Bosses at smaller businesses pre-empted the doubling of household energy bills. That Recruitment Company staff in Birmingham, for example, have been given a permanent, additional 5% pay increase. Firefish Software in Glasgow have been given a £600 pay rise, while London PR firm Comms Co has given everyone a £700 increase. Larger employers — with their own bigger energy and other costs to pay — can’t necessarily do it.
There’s going to be a new urgency to employee attention to pay and conditions. Especially when they see the bigger picture of what’s been happening in terms of inflation and pay increases nationally. According to a YouGov survey by recruitment company Indeed, only 11% of employees earning less than £25,000 have been offered a pay rise since the beginning of the cost of living crisis. At the same time, 20% of those earning £100,000-£149,000 and 23% earning more than £150,000 have been offered an increase. And, when they get a rise, people on the lowest pay get the smallest increases as a percentage; high earners get a bigger percentage.
More scrutiny and more debate over these kinds of numbers is going to be difficult for employer relations. A test of relationships and attitudes on both sides. In general, an environment where dissatisfactions and grievances are stiffened; where fall-outs and clashes take on a more serious aspect.

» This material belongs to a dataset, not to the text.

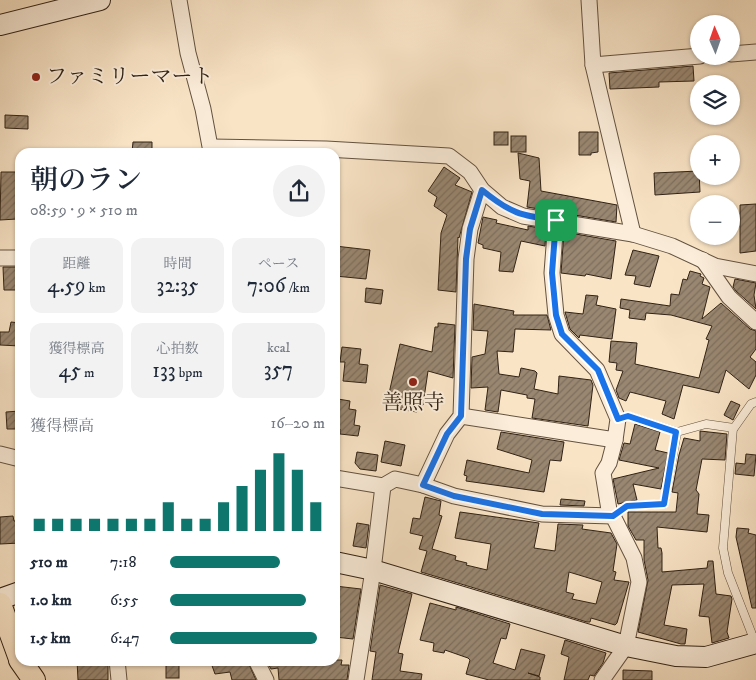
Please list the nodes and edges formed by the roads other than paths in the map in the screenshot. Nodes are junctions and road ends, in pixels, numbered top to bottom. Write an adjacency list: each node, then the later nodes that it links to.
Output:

Whether there’s money available for pay rises or not, HR needs to be thinking about the state of relationships. Problems in workplaces and organisations generally come from disconnection, when employees feel they are not being listened to and acknowledged, when there’s a lack of dialogue. Hybrid and virtual working make the situation even harder to address.
But when there are good conversations between line managers and their reports, between peers, there is trust and understanding — the sense of trust that allows employees to believe their manager and their organisation will do its best for them. It’s the basis for putting immediate concerns into perspective. The quality of workplace conversations is the key:
1. Create more conversations
Conversations only improve through being a natural and regular part of working lives, not as an event – being summoned to a meeting, or into a weekly team slot. Frequent, open and trusting conversations need to be part of the culture, encouraged and supported through making time. Make sure there are consistent messages about expectations of staff in terms of the value of having open conversations — the benefits of having a ‘clear air’, psychologically safe culture.

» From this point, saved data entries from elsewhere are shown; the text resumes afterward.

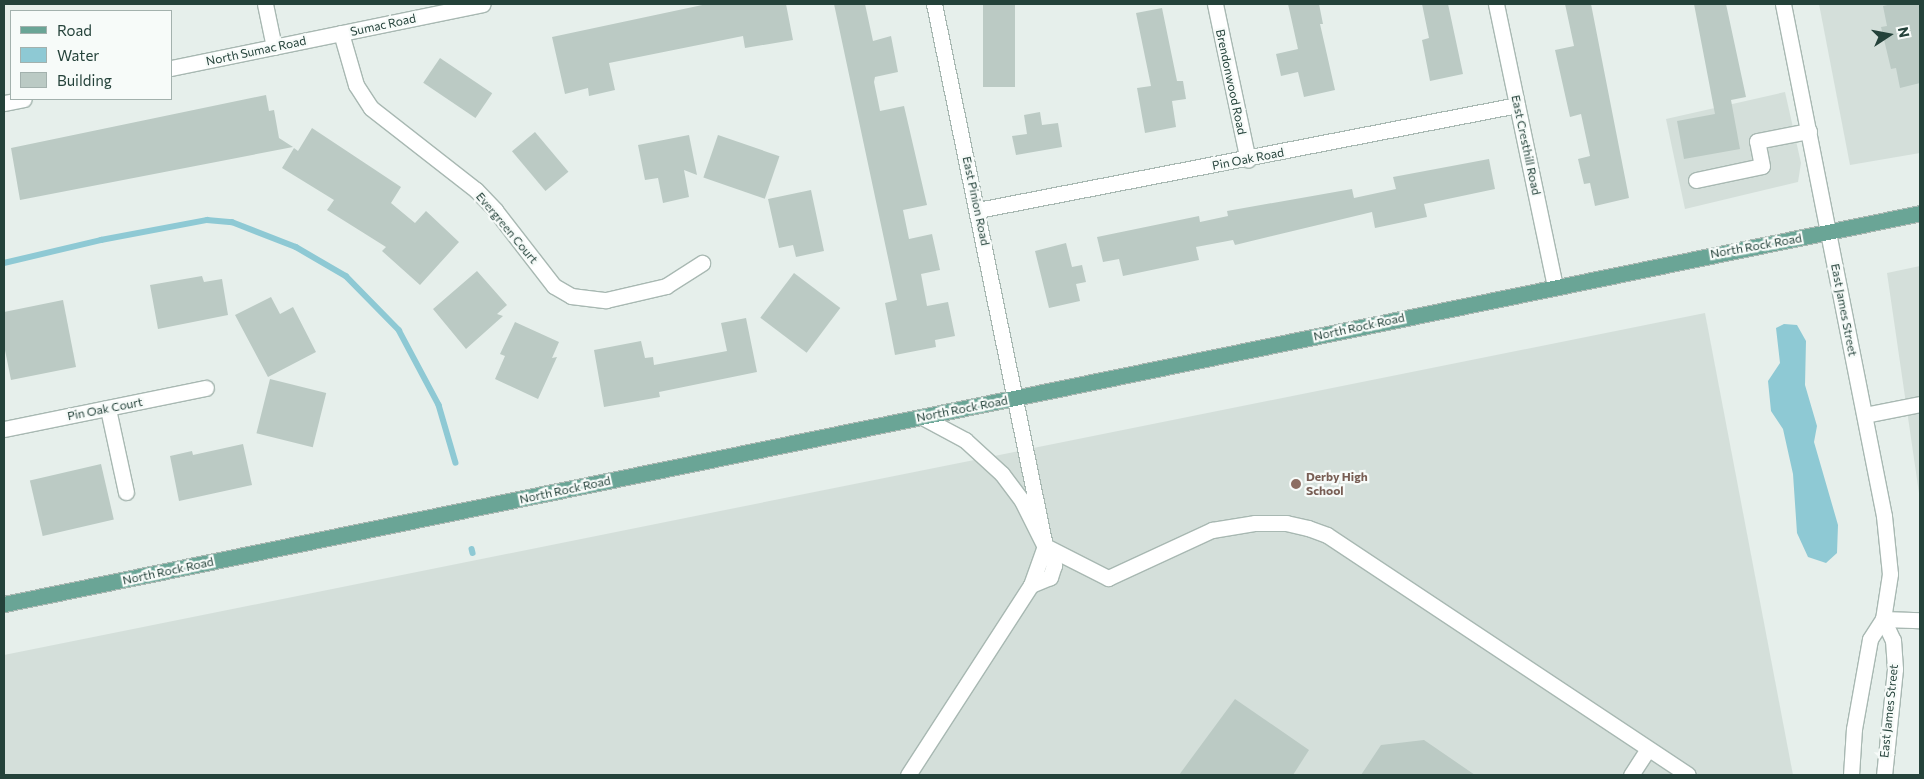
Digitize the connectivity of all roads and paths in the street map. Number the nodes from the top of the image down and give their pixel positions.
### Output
1 (265, 4) edge
2 (483, 4) edge
3 (934, 4) edge
4 (1215, 4) edge
5 (1496, 4) edge
6 (1783, 4) edge
7 (341, 33) junction
8 (274, 47) junction
9 (172, 68) edge
10 (19, 100) edge
11 (4, 103) edge
12 (1518, 105) junction
13 (1809, 131) junction
14 (1248, 160) junction
15 (1696, 180) dead end
16 (978, 210) junction
17 (1920, 213) edge
18 (1829, 233) junction
19 (702, 263) dead end
20 (1555, 286) junction
21 (206, 388) dead end
22 (1016, 398) junction
23 (1920, 404) edge
24 (108, 409) junction
25 (1864, 415) junction
26 (922, 417) junction
27 (4, 429) edge
28 (126, 492) dead end
29 (1045, 546) junction
30 (4, 604) edge
31 (1883, 618) junction
32 (1920, 620) edge
33 (1647, 750) junction
34 (908, 775) edge
35 (1631, 775) edge
36 (1688, 775) edge
37 (1851, 775) edge
38 (1884, 775) edge

1 - 8 street
2 - 7 street, Sumac Road
3 - 16 street, East Pinion Road
4 - 14 street, Brendonwood Road
5 - 12 street, East Cresthill Road
6 - 13 street, East James Street
7 - 8 street, North Sumac Road
7 - 19 street, Evergreen Court
8 - 9 street, North Sumac Road
10 - 11 street
12 - 14 street, Pin Oak Road
12 - 20 street, East Cresthill Road
13 - 15 street
13 - 18 street, East James Street
14 - 16 street, Pin Oak Road
16 - 22 street, East Pinion Road
17 - 18 main road, North Rock Road
18 - 20 main road, North Rock Road
18 - 25 street, East James Street
20 - 22 main road, North Rock Road
21 - 24 street, Pin Oak Court
22 - 26 main road, North Rock Road
22 - 29 street, East Pinion Road
23 - 25 street
24 - 27 street, Pin Oak Court
24 - 28 street
25 - 31 street, East James Street
26 - 29 street
26 - 30 main road, North Rock Road
29 - 33 street
29 - 34 street
31 - 32 street
31 - 37 street, East James Street
31 - 38 street, East James Street
33 - 35 street
33 - 36 street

2. Get leaders and managers to set an example
People in groups mimic the behaviour of other people. If bosses are tight-lipped and looking only to protect their position, their reports will do the same. So managers need to make sure, for example, that if there’s a problem, they shouldn’t just make it about the staff. It’s usually very easy to see how the other person has contributed to the current difficulties – something they said, or something they did. Harder to spot is our own role. Once we give up the belief that the other person is completely responsible, we can start to see how we’ve added to the confusion and miscommunication. We need more ‘conversational integrity’ among both management and staff – better conversation skills that equip us to be resilient and adaptable, to appreciate the benefits of different views, different people.

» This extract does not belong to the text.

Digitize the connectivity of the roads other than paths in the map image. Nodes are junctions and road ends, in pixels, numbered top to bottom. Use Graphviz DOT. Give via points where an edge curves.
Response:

3. Help people face up to difficult conversations
It’s not just about avoiding conflict. Challenging conversations are good for business, for encouraging new perspectives and innovation, as a basis for a better working environment, better self-awareness, more positivity and sense of motivation. But particular skills are needed. Too often senior staff believe their experience means they already know the answers, that they are inherently independent. Instead, having better conversations is all based on listening skills, curiosity and empathy. HR also need to ensure, when needed, there is access to professional mediation as an alternative to formal processes.
4. Find ways to balance digital with face-to-face
Digital conversations can be more superficial. Instant but lacking the face-to-face ingredients that encourage rapport, active listening and empathy – like body language and signals of mood. With quick, functional exchanges via digital platforms there are greater chances of miscommunication and misinterpretations. Nuance and subtlety can be lost. Evidence suggests people find video calls draining (from the extra effort demanded for listening and creating a connection) and now the novelty has gone that means conversations that are shorter, more mechanical.